What you should do
Copy all lines in the material holding the string "Trentino".

=== Begin Enclosure ===

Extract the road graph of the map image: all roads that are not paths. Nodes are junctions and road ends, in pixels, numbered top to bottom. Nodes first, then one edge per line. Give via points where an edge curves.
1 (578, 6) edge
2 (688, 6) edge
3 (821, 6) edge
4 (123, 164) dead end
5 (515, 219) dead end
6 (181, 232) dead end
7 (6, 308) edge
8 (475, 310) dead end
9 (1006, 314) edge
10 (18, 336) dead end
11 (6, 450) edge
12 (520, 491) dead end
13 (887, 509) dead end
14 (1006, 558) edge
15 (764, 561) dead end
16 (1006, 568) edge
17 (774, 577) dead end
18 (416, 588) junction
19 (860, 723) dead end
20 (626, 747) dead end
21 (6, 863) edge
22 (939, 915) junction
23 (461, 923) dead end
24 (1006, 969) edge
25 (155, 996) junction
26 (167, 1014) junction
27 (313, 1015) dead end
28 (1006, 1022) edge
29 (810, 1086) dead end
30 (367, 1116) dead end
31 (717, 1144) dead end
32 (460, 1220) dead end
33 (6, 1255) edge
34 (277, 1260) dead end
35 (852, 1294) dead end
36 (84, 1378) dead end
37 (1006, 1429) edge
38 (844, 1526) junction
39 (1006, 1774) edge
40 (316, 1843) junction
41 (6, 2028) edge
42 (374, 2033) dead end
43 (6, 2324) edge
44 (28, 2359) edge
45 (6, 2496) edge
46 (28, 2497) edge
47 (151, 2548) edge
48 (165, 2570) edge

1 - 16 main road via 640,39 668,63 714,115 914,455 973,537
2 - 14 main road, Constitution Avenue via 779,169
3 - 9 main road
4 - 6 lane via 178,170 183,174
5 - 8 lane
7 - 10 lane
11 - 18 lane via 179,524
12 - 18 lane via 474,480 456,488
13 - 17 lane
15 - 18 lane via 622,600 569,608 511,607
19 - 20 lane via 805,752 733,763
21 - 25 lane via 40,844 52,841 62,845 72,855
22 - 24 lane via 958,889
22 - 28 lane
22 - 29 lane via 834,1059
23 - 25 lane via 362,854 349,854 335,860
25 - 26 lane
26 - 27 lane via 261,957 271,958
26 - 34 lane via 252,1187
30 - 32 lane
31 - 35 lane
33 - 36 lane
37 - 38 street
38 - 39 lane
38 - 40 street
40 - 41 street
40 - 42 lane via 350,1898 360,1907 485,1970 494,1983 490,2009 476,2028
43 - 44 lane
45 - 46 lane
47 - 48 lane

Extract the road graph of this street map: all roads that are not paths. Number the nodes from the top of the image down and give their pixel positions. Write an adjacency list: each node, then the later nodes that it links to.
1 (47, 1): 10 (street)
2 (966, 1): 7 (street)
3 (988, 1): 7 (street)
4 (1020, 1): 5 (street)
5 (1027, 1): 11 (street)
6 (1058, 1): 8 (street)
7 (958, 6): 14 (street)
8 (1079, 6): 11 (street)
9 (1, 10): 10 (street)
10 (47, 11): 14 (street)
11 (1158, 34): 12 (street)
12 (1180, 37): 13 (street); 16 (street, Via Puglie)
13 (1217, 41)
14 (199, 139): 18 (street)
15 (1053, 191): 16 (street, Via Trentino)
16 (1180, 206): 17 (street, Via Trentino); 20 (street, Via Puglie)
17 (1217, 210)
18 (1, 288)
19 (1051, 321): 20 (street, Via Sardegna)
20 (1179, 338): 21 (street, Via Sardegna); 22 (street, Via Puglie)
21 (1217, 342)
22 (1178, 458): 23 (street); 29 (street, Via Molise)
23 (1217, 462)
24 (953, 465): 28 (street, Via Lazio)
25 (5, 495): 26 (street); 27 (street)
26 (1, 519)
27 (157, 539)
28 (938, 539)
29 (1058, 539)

=== End Enclosure ===
=== Begin Enclosure ===

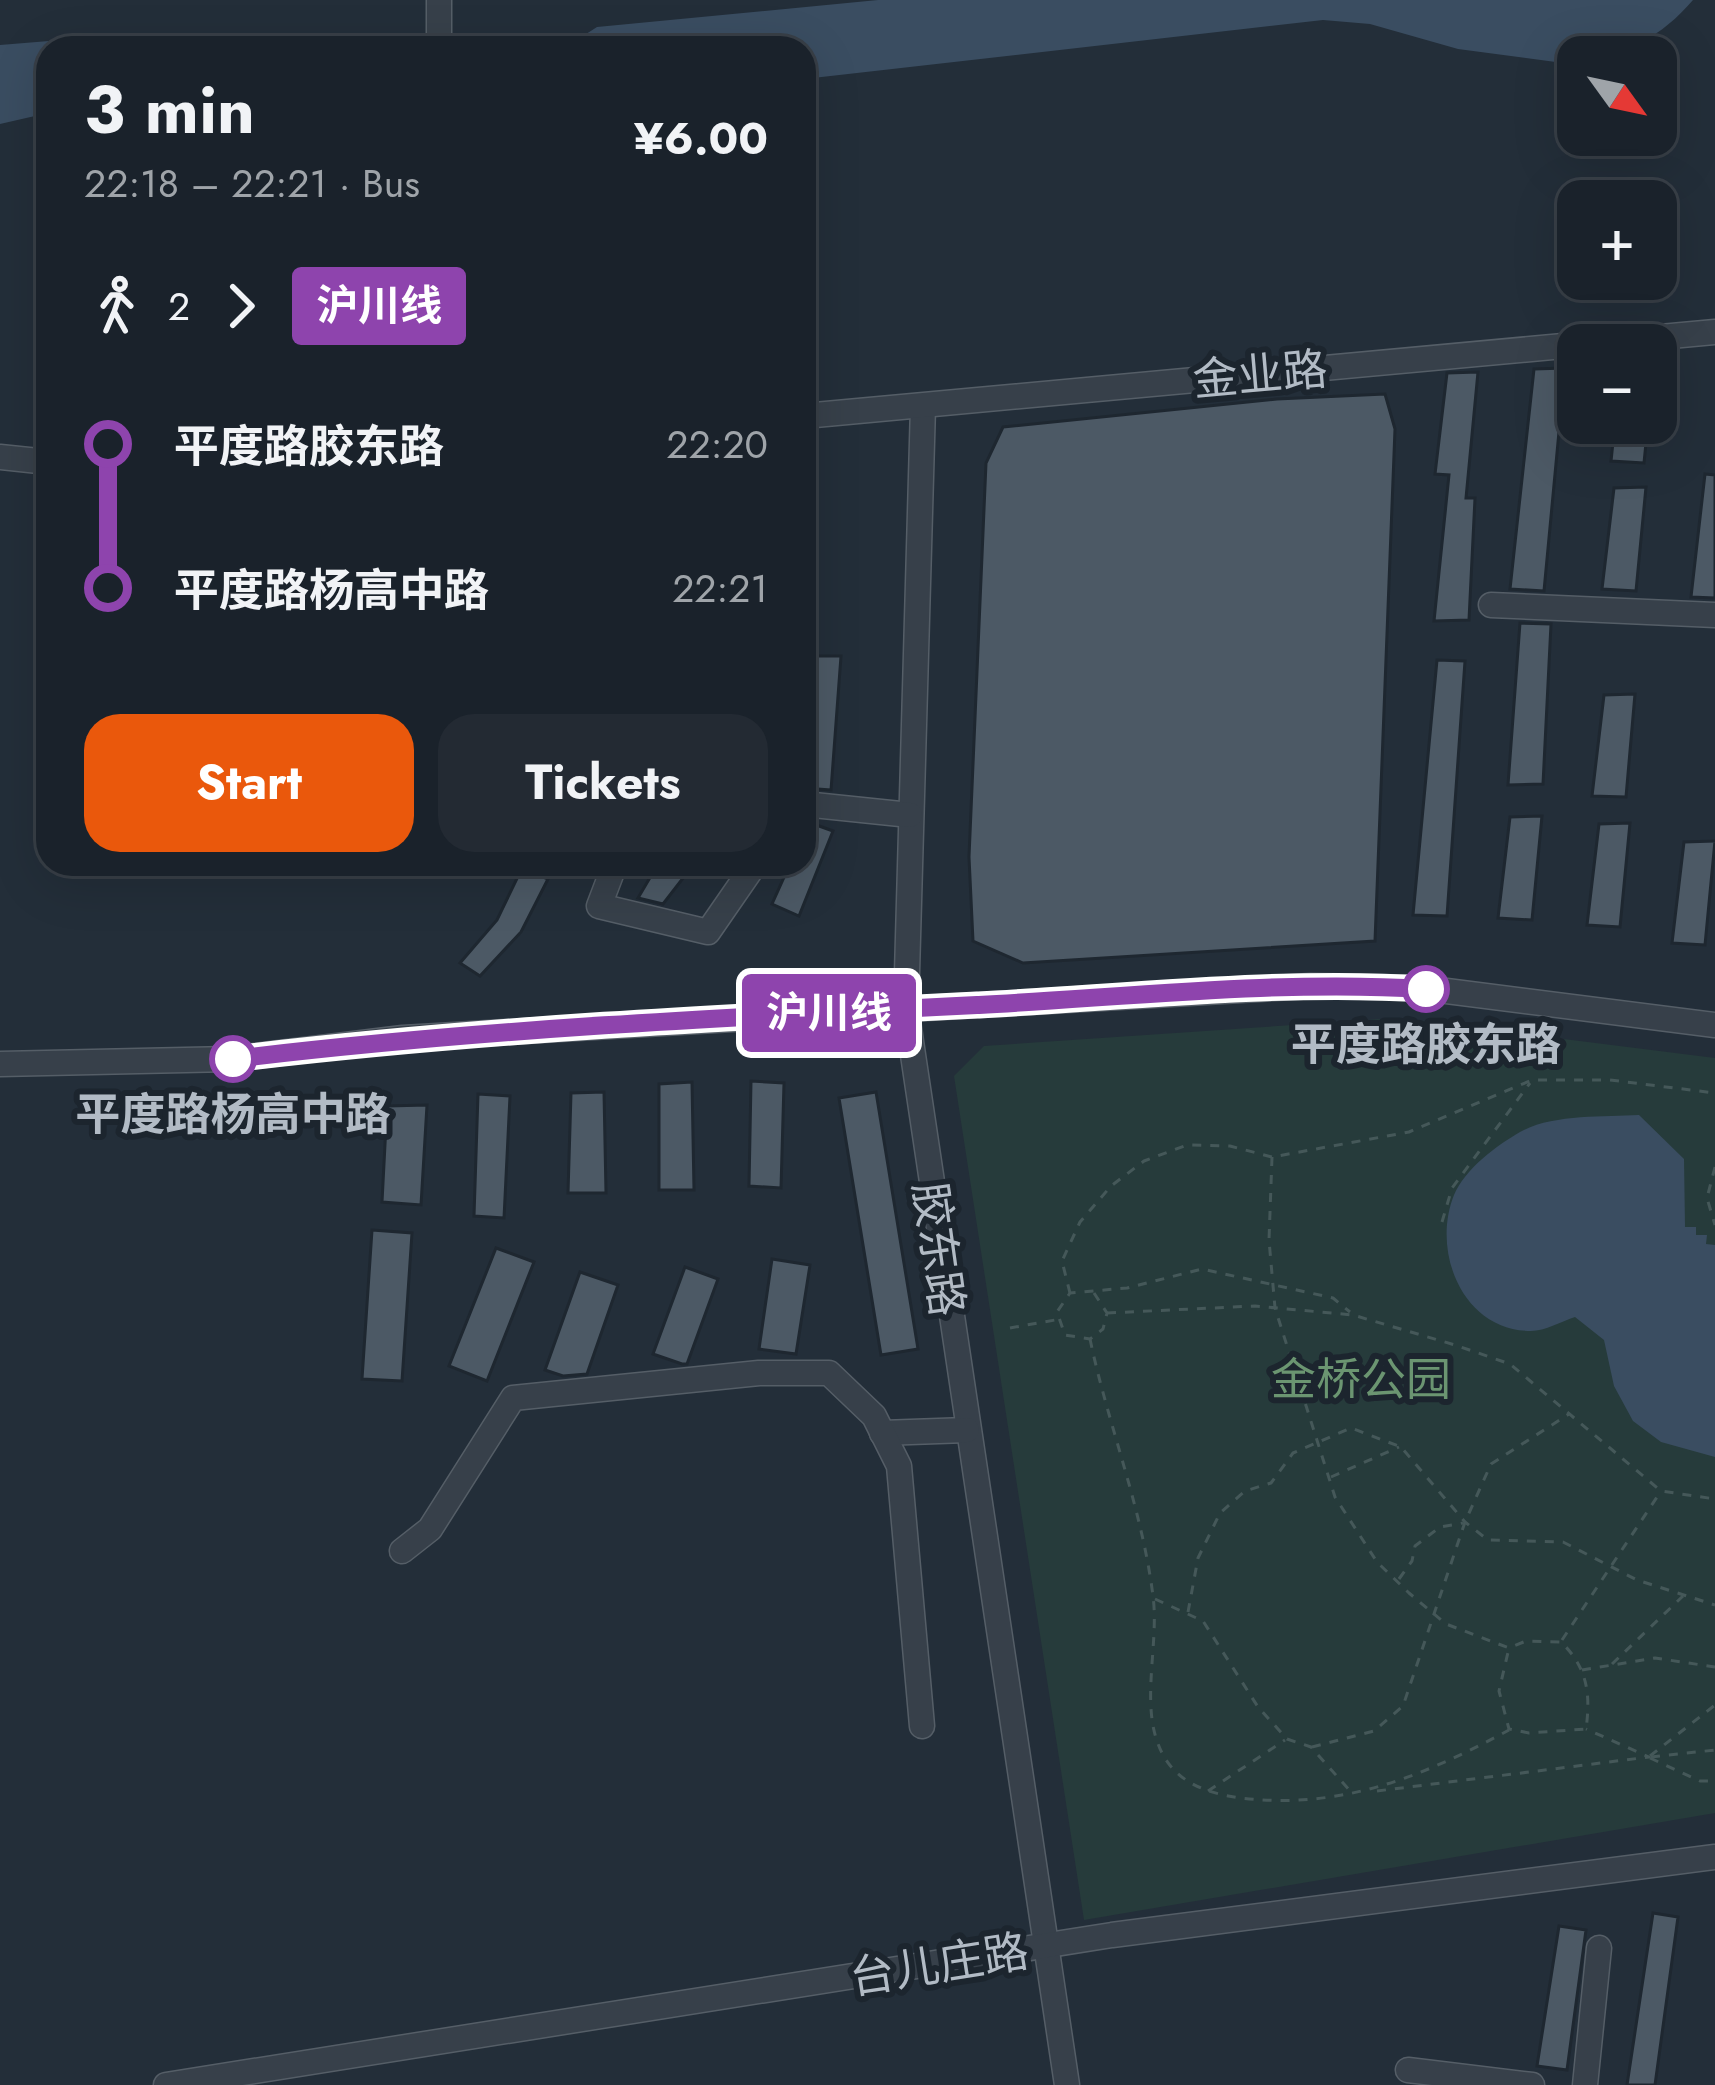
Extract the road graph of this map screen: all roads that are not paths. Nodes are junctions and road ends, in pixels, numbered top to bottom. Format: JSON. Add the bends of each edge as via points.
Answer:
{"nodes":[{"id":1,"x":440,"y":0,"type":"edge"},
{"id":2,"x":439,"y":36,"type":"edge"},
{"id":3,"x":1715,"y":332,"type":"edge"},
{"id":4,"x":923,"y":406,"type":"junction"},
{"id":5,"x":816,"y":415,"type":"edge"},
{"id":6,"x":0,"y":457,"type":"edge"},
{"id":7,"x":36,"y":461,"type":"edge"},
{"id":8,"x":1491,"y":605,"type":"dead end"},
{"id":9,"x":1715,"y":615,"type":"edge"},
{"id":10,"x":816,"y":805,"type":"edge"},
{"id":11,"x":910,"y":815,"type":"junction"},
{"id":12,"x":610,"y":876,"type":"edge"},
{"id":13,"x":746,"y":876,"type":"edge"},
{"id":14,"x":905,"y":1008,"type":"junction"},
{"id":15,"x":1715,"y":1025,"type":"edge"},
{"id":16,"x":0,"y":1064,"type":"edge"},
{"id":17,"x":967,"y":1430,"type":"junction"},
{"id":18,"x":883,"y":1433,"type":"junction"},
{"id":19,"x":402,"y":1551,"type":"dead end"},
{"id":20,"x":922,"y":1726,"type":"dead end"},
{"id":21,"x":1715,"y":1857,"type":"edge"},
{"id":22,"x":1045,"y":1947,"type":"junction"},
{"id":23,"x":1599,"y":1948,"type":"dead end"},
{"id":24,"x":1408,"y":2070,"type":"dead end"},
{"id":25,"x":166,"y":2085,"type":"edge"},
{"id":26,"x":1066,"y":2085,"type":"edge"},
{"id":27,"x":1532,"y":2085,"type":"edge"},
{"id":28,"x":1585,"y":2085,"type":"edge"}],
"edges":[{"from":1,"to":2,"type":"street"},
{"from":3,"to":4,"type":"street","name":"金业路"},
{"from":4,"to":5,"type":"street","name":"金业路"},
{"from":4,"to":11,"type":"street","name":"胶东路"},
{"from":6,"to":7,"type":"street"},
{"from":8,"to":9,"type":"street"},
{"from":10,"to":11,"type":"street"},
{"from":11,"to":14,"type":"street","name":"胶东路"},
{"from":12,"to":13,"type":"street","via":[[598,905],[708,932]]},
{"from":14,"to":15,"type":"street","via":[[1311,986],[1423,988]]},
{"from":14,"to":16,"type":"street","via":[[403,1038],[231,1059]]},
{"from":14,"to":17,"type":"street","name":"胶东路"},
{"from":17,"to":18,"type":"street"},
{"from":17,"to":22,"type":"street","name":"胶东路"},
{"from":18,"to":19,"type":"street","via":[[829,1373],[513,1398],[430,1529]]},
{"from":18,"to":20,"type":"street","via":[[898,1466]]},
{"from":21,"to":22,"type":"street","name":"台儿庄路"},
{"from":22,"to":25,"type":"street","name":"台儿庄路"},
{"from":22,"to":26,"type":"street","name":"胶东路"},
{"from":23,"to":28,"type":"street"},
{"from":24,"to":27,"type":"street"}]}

=== End Enclosure ===

Exercise solution
15 (1053, 191): 16 (street, Via Trentino)
16 (1180, 206): 17 (street, Via Trentino); 20 (street, Via Puglie)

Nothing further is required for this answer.